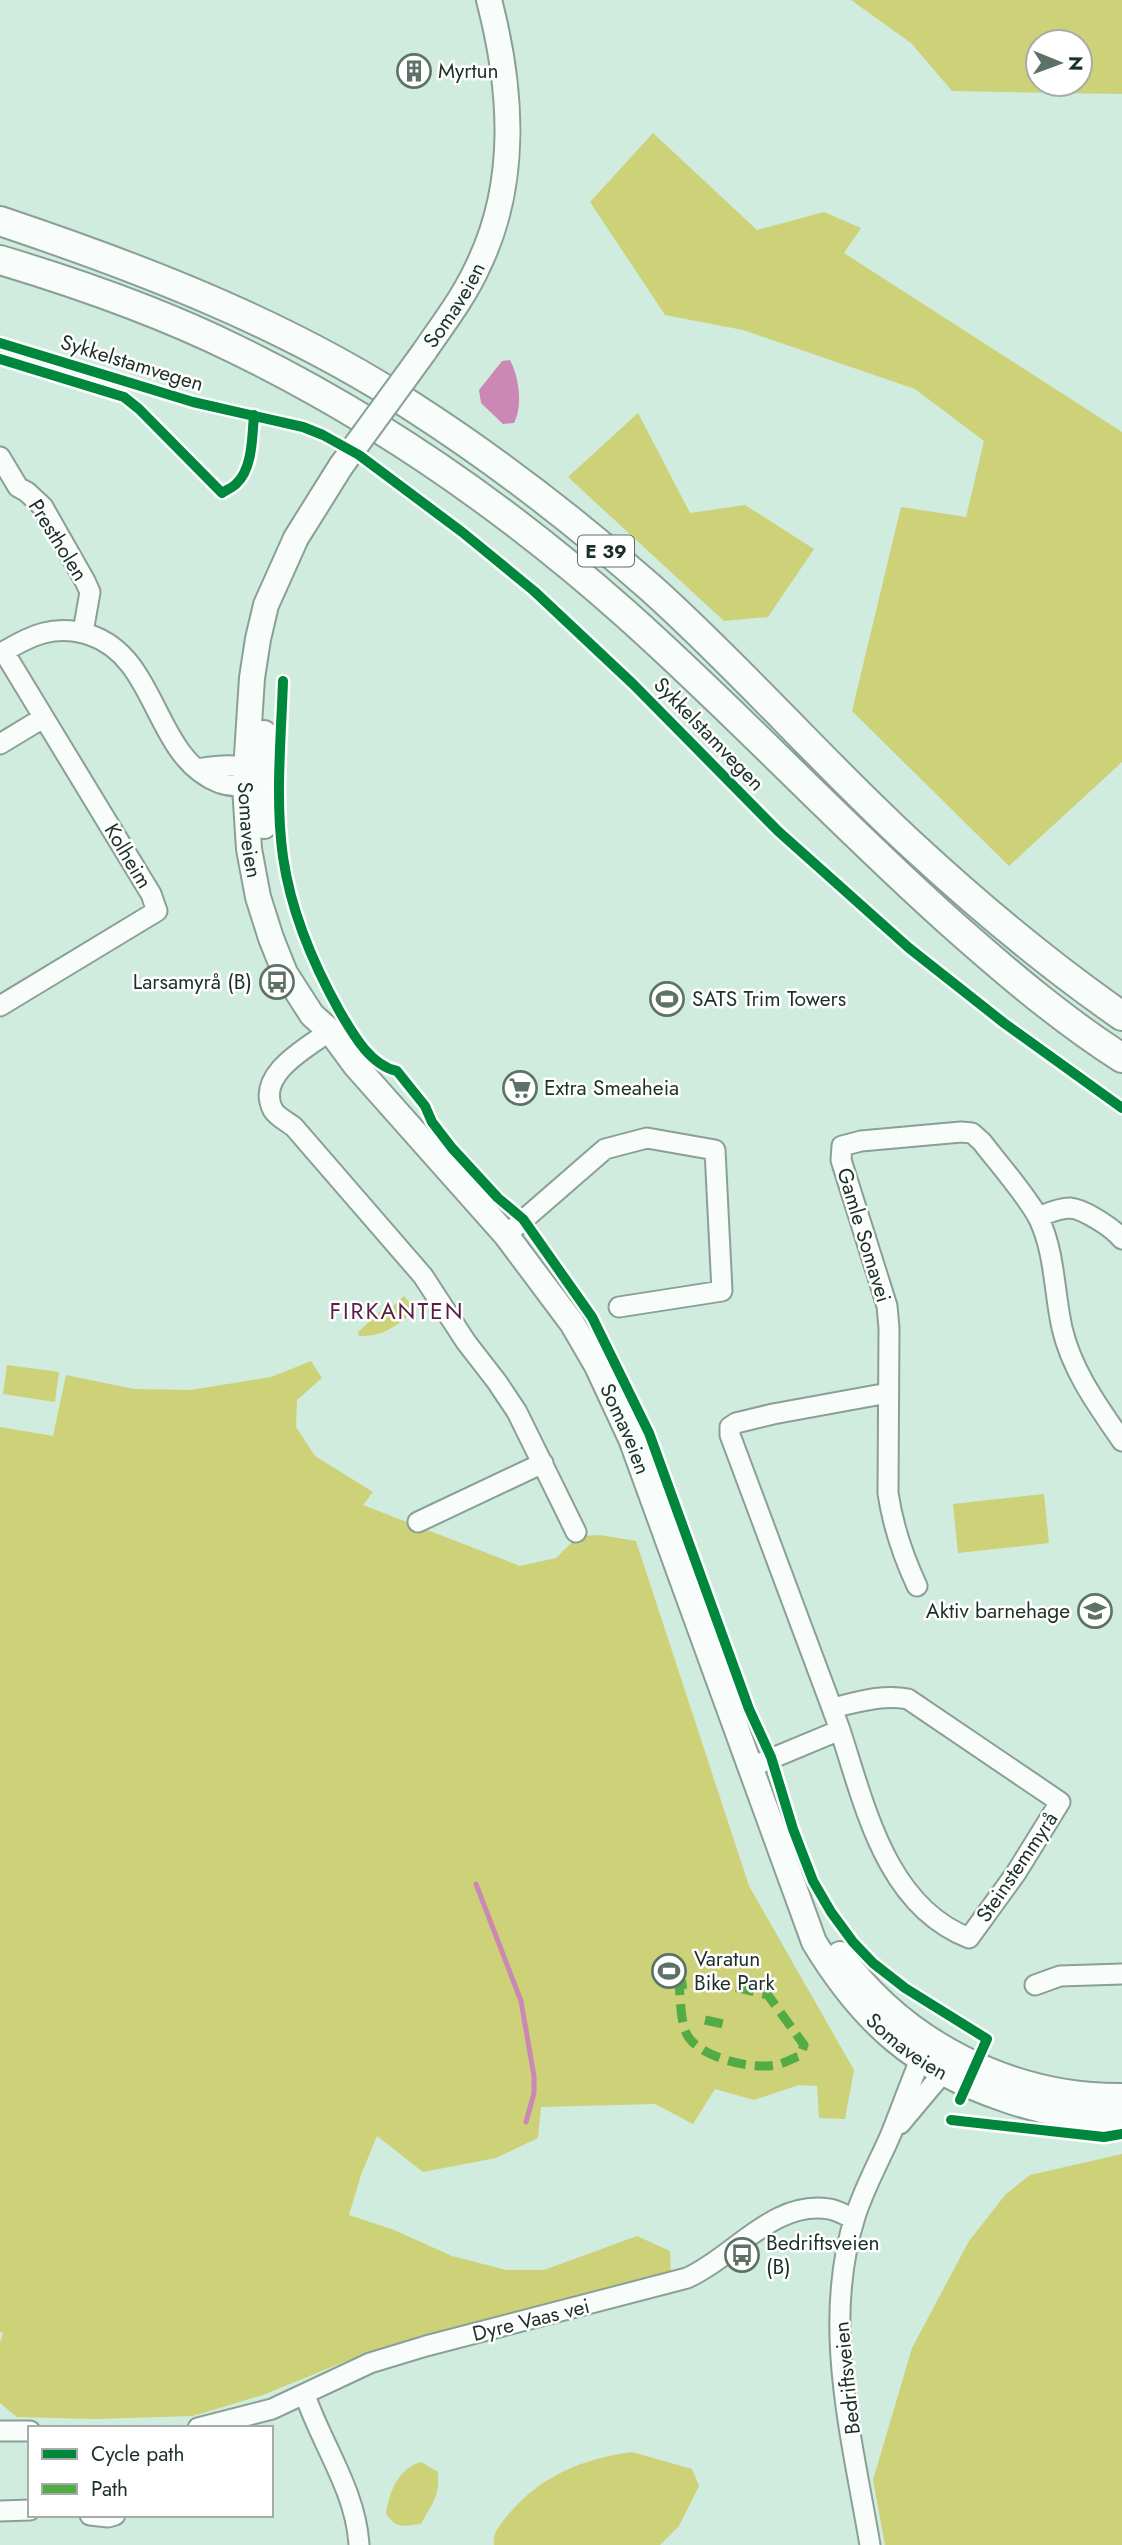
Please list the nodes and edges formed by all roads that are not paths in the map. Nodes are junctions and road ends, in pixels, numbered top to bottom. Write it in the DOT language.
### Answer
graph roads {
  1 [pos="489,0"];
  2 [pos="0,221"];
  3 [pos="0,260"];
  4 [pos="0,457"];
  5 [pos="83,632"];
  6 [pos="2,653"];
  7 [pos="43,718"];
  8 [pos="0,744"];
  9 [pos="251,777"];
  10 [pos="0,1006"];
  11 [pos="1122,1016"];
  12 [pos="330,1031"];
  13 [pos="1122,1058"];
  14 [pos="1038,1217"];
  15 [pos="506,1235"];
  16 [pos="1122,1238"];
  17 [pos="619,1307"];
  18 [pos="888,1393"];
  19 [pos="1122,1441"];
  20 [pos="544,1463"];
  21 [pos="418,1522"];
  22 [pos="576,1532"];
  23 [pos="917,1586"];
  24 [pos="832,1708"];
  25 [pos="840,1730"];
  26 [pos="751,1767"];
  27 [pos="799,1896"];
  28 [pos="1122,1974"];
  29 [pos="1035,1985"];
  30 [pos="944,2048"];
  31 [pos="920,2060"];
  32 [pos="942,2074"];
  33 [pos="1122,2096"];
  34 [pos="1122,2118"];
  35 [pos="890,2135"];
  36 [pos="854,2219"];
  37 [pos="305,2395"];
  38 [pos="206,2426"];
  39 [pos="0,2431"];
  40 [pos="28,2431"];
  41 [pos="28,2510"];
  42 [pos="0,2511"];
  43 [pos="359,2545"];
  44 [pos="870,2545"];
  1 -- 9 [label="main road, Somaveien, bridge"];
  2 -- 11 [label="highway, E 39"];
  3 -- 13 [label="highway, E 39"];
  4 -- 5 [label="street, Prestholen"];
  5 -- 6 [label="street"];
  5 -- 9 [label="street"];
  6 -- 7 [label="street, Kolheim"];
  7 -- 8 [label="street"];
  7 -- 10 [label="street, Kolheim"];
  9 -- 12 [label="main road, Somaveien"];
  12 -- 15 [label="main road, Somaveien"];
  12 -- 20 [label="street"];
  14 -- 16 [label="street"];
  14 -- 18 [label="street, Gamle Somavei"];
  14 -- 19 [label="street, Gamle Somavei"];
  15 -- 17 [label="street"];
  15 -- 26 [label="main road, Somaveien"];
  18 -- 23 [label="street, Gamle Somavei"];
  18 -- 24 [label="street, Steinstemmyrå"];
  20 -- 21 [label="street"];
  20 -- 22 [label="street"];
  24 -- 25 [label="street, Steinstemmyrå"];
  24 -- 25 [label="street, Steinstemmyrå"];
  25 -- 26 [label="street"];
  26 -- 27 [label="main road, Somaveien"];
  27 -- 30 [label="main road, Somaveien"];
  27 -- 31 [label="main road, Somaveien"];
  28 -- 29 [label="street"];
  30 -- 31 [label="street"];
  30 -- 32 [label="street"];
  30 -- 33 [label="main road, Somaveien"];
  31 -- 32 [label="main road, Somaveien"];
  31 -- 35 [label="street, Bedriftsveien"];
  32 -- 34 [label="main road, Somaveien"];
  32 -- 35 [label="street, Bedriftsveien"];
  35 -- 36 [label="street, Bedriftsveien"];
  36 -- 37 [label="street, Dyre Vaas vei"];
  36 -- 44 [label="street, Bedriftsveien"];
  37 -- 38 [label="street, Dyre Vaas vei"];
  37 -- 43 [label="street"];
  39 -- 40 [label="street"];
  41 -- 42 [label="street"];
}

---

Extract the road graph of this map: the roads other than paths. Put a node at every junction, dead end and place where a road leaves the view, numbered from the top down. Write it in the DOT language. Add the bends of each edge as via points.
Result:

---

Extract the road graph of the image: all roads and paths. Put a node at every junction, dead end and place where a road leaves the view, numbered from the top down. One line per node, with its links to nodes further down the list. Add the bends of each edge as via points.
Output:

---

# Your objective:
Only the count, nothing else: how many lines of the records hold the word "language"?

# Result of the task:
2